I think it's a boring theory that doesn't pass Ockham's razor. For the universe to be superdeterministic you'd have to encode its whole evolution somewhere. That is more complicated that the normal interpretation of QM but doesn't explain more.
> I think it's a boring theory that doesn't pass Ockham's razor. For the universe to be superdeterministic you'd have to encode its whole evolution somewhere
That's really interesting, I like CAs a lot. However the author himself states in the introduction that Bell's inequality and related theorems very strongly suggest that his theory is not correct.
> However the author himself states in the introduction that Bell's inequality and related theorems very strongly suggest that his theory is not correct.
It's widely believed that Bell's theorem and other no-go theorems preclude a local, hidden variable interpretation of QM. The author merely mentions that he can reconcile existing results with this local, hidden variable interpretation via "superdeterminism".
Isn't it simpler? There are just a few rules and everything works? For the normal QM you have to get some randomness from somewhere else.
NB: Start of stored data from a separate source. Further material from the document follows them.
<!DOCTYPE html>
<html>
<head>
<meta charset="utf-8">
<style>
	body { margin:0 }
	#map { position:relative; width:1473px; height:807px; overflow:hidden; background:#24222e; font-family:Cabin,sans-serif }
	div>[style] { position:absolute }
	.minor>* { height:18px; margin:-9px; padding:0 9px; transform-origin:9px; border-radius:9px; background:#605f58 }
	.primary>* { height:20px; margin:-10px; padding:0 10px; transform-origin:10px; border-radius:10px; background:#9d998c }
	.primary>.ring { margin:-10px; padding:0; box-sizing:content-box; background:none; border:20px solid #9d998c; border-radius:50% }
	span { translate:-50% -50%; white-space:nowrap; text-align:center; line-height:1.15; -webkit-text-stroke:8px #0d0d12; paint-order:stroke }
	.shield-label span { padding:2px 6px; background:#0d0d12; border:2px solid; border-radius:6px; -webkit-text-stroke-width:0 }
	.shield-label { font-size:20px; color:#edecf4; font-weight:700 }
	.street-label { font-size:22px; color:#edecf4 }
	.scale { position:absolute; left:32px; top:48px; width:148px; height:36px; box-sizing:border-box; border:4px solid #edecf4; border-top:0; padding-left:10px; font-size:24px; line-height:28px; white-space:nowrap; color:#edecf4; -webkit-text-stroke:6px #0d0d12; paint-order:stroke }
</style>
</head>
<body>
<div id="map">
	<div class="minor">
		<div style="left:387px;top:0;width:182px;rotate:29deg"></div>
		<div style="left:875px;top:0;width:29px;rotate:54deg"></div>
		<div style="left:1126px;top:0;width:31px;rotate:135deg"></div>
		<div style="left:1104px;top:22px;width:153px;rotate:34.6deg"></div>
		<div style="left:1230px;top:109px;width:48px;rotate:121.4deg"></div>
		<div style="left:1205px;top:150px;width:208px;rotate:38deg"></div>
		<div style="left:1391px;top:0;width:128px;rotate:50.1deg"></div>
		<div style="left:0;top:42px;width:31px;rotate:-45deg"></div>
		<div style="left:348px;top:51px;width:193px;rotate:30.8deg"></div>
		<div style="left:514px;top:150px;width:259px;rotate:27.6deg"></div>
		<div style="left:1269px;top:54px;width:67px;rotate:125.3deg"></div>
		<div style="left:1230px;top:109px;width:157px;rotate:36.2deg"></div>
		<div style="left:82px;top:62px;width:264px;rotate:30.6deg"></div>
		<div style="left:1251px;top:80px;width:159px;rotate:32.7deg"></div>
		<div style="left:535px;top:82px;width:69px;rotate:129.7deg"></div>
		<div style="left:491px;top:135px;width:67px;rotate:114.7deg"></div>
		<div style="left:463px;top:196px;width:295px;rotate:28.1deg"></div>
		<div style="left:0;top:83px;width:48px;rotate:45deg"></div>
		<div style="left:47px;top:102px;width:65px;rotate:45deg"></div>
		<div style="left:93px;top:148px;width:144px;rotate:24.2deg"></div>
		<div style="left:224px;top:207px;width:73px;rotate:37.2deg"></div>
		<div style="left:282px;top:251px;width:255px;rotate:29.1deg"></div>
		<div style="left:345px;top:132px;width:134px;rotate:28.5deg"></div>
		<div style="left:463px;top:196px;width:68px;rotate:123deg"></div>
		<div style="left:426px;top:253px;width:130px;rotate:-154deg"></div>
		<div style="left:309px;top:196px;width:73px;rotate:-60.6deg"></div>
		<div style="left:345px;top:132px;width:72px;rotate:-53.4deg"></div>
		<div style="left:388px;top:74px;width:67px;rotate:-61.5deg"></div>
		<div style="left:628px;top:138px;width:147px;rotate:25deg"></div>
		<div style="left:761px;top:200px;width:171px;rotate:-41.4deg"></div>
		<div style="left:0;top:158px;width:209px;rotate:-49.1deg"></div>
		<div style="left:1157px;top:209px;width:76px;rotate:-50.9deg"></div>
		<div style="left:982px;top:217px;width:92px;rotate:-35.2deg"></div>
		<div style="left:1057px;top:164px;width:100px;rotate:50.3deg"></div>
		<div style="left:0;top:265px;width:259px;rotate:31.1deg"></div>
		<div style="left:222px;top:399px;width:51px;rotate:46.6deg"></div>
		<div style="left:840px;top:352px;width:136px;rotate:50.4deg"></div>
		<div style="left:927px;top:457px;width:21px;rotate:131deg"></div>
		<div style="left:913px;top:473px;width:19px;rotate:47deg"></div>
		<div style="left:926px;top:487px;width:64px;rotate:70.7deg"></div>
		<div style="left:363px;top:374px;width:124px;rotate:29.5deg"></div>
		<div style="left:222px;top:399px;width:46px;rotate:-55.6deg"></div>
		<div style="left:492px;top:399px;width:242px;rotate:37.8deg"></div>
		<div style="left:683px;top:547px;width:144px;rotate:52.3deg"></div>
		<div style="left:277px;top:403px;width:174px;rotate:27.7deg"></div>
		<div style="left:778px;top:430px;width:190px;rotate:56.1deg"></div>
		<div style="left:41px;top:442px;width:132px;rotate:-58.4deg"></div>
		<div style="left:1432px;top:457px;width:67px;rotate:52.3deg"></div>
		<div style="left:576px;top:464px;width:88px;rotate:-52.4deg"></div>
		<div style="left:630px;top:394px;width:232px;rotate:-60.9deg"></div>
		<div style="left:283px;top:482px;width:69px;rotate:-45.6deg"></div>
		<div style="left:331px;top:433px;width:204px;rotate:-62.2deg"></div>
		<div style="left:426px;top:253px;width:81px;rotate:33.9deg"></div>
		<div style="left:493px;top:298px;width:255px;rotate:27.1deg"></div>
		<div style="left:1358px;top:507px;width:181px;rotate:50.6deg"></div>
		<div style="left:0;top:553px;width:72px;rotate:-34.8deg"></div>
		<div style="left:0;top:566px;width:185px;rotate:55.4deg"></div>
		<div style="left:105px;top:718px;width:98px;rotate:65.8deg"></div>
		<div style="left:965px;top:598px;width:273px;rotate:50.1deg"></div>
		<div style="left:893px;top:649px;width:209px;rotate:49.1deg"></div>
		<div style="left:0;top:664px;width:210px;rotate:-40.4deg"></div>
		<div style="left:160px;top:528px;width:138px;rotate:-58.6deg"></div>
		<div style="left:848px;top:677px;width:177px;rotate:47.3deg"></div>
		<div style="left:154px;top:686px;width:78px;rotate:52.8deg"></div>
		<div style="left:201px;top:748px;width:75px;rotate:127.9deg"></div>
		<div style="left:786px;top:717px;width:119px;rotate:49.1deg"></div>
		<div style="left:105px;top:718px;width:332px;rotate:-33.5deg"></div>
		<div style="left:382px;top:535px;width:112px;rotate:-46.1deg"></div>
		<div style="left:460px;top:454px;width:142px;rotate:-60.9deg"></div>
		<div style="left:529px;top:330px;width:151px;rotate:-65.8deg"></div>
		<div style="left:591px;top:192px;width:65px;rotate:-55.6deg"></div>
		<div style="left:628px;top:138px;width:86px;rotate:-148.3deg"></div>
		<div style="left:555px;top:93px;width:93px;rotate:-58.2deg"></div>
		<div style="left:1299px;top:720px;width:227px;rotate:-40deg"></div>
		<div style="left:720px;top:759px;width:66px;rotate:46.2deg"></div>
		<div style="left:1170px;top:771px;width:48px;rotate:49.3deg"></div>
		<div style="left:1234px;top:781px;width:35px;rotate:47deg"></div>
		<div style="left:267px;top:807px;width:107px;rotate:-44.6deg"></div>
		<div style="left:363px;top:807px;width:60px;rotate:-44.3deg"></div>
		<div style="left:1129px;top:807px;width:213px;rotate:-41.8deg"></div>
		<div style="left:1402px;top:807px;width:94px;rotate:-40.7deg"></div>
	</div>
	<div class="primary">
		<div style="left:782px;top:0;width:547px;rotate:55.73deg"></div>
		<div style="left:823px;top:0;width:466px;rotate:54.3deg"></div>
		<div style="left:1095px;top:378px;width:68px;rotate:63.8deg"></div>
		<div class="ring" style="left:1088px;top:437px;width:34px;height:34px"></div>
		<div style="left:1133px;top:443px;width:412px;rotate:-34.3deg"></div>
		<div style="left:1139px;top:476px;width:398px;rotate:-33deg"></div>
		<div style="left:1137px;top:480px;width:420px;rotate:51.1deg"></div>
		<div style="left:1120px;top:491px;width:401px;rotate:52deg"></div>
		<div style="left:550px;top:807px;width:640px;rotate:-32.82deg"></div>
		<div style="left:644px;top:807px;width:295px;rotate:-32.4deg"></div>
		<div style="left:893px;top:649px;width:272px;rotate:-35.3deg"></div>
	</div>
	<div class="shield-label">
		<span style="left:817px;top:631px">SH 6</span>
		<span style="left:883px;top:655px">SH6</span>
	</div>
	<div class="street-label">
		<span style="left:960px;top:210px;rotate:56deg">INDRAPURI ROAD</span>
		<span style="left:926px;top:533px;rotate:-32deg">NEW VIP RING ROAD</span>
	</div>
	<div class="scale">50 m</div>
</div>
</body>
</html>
edit: I mean I agree it's problematic for experimental science, but I think Occam's razor cuts the other way in this instance.
edit2: Isn't the entire history encoded anyway in the current state of the universe in the deterministic case. I don't understand what the problem is there.
Because local, deterministic rules don't agree with experimental observations as far as I understand quantum physics. You can have either local, or deterministic, but not both without superdeterminism, i.e. the giant lookup table, or instant communication.